[Start of section]

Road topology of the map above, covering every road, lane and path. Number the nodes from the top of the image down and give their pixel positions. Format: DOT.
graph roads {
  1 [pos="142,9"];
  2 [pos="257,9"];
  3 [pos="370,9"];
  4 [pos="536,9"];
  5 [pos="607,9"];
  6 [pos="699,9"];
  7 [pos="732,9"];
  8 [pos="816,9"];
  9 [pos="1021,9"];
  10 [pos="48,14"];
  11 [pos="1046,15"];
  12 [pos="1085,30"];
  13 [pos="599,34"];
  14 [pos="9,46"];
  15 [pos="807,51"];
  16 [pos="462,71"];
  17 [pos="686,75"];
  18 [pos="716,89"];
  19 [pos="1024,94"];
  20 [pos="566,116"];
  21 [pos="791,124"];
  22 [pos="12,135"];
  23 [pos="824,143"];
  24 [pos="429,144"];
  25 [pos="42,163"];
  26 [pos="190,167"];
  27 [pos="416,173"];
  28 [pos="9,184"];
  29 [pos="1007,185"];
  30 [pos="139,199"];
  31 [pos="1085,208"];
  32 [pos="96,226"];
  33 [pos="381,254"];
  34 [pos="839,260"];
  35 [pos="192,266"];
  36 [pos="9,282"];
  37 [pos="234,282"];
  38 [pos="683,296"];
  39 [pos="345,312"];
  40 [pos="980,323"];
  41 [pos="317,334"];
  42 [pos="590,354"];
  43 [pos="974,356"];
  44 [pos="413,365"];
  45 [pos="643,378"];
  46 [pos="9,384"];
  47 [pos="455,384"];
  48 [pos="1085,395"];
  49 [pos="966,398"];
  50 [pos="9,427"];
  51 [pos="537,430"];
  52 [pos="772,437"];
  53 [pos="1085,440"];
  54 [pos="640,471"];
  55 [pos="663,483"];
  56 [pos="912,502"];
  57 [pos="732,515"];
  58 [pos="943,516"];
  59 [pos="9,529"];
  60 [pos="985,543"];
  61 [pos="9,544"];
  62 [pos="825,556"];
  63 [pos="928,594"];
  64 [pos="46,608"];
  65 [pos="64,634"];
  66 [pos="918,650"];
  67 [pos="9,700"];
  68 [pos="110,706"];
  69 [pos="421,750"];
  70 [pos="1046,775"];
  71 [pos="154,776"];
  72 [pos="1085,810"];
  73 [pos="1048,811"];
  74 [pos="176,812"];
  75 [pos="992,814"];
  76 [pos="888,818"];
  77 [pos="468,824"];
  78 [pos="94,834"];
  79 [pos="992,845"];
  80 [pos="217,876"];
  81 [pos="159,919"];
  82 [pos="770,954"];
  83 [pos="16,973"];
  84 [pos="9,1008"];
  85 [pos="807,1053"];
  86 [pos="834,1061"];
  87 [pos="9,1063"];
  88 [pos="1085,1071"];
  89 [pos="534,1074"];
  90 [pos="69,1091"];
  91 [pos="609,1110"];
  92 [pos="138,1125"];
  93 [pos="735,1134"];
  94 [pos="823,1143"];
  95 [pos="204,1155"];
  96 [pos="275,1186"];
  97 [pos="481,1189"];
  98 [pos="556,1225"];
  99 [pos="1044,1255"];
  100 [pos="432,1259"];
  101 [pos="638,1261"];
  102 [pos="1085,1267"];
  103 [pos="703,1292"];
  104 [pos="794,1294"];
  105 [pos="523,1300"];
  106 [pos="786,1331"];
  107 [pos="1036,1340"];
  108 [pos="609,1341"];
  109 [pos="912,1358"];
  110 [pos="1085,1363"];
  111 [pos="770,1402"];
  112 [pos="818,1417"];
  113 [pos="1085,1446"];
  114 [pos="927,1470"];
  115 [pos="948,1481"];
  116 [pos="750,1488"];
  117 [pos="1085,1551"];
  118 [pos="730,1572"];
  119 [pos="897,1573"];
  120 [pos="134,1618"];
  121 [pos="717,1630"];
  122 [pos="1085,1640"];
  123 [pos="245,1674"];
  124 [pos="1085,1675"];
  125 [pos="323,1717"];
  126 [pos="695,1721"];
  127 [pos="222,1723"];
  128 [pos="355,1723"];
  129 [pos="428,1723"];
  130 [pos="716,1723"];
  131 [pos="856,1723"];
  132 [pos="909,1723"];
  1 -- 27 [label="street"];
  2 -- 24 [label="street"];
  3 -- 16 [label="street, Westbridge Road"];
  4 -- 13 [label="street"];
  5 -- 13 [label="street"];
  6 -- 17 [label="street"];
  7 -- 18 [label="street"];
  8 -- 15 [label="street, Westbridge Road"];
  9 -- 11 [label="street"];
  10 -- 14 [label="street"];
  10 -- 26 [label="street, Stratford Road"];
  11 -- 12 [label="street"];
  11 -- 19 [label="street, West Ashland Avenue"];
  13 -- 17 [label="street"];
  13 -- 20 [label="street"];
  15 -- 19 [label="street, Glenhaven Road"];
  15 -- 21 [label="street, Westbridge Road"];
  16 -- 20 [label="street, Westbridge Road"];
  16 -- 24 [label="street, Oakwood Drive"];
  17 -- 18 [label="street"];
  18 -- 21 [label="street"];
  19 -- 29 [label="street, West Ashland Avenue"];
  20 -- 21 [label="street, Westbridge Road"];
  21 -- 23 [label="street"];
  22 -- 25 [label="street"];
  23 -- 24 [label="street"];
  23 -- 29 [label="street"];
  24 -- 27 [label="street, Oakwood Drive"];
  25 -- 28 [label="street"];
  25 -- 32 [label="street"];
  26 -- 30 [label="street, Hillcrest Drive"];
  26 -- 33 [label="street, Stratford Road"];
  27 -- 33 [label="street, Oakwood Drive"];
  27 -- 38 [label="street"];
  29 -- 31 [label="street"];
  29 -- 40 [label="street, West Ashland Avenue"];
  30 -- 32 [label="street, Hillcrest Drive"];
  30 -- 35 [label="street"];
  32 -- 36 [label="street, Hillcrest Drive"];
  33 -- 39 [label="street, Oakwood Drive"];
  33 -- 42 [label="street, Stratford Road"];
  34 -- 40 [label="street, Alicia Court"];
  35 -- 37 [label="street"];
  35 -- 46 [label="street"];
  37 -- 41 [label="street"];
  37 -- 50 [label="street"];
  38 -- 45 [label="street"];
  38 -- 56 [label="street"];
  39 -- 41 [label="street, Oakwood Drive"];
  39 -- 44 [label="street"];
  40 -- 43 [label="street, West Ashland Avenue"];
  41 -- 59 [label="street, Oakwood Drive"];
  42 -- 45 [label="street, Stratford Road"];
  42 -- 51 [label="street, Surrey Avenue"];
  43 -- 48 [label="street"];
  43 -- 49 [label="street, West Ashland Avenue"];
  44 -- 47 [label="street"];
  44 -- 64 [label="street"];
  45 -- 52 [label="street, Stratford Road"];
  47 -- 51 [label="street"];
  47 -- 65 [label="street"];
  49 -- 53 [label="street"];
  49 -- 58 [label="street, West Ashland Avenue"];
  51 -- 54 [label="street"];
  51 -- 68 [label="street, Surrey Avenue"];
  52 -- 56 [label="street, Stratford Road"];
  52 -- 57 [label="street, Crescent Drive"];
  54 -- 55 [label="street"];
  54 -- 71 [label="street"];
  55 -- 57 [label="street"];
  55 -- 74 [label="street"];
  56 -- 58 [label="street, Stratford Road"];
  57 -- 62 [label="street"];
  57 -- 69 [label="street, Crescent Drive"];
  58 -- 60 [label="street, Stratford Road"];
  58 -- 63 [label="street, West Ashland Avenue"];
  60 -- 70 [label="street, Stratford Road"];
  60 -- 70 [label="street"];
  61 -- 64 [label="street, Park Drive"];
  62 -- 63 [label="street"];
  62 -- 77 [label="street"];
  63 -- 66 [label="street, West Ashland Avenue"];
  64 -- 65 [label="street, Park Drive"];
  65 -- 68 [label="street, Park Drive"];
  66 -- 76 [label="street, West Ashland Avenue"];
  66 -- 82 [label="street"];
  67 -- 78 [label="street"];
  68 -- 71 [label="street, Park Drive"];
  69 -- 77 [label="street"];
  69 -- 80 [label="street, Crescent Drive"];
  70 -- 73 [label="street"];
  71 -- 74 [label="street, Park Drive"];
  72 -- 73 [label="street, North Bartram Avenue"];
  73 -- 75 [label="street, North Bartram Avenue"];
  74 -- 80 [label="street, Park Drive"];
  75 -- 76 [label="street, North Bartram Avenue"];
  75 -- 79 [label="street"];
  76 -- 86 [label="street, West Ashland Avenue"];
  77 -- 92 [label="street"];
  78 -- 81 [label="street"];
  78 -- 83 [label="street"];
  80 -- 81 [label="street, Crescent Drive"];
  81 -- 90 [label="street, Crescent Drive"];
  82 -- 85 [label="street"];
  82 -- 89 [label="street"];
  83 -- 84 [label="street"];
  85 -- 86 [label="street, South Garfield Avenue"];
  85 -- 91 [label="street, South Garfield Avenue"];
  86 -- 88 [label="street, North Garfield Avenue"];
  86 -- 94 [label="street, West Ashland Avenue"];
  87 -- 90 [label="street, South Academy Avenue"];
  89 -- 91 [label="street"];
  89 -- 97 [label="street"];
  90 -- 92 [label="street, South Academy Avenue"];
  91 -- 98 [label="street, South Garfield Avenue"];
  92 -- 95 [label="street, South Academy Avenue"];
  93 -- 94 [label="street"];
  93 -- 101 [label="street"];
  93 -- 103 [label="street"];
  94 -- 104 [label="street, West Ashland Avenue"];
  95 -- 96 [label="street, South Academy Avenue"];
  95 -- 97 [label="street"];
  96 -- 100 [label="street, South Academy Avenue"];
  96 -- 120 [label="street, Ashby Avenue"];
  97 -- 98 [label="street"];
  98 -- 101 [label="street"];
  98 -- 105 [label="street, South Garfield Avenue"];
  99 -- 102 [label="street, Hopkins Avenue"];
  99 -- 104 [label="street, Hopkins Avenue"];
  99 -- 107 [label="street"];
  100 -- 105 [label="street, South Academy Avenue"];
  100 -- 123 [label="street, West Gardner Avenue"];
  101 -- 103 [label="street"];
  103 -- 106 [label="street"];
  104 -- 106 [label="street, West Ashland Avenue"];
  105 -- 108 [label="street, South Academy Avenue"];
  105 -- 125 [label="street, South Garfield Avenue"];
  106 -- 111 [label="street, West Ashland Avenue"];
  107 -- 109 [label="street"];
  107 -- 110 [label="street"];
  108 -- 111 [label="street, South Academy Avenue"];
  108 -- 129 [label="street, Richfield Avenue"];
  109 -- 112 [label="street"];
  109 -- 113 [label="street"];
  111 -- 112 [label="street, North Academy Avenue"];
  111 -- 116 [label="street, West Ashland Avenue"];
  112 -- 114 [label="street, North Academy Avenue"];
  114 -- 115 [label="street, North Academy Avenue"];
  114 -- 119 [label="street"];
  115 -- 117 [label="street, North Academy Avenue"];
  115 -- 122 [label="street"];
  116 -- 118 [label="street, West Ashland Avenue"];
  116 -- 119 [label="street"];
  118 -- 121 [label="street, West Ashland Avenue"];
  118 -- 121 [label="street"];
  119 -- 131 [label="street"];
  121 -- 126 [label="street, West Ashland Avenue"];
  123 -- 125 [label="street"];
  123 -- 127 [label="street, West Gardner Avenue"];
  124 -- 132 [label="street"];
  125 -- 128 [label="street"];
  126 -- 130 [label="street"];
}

[End of section]

◆ YOUR GOAL: Read the listing. Copy each line that has the word "Westbridge" in it.

◆ WRITTEN RESPONSE:
  3 -- 16 [label="street, Westbridge Road"];
  8 -- 15 [label="street, Westbridge Road"];
  15 -- 21 [label="street, Westbridge Road"];
  16 -- 20 [label="street, Westbridge Road"];
  20 -- 21 [label="street, Westbridge Road"];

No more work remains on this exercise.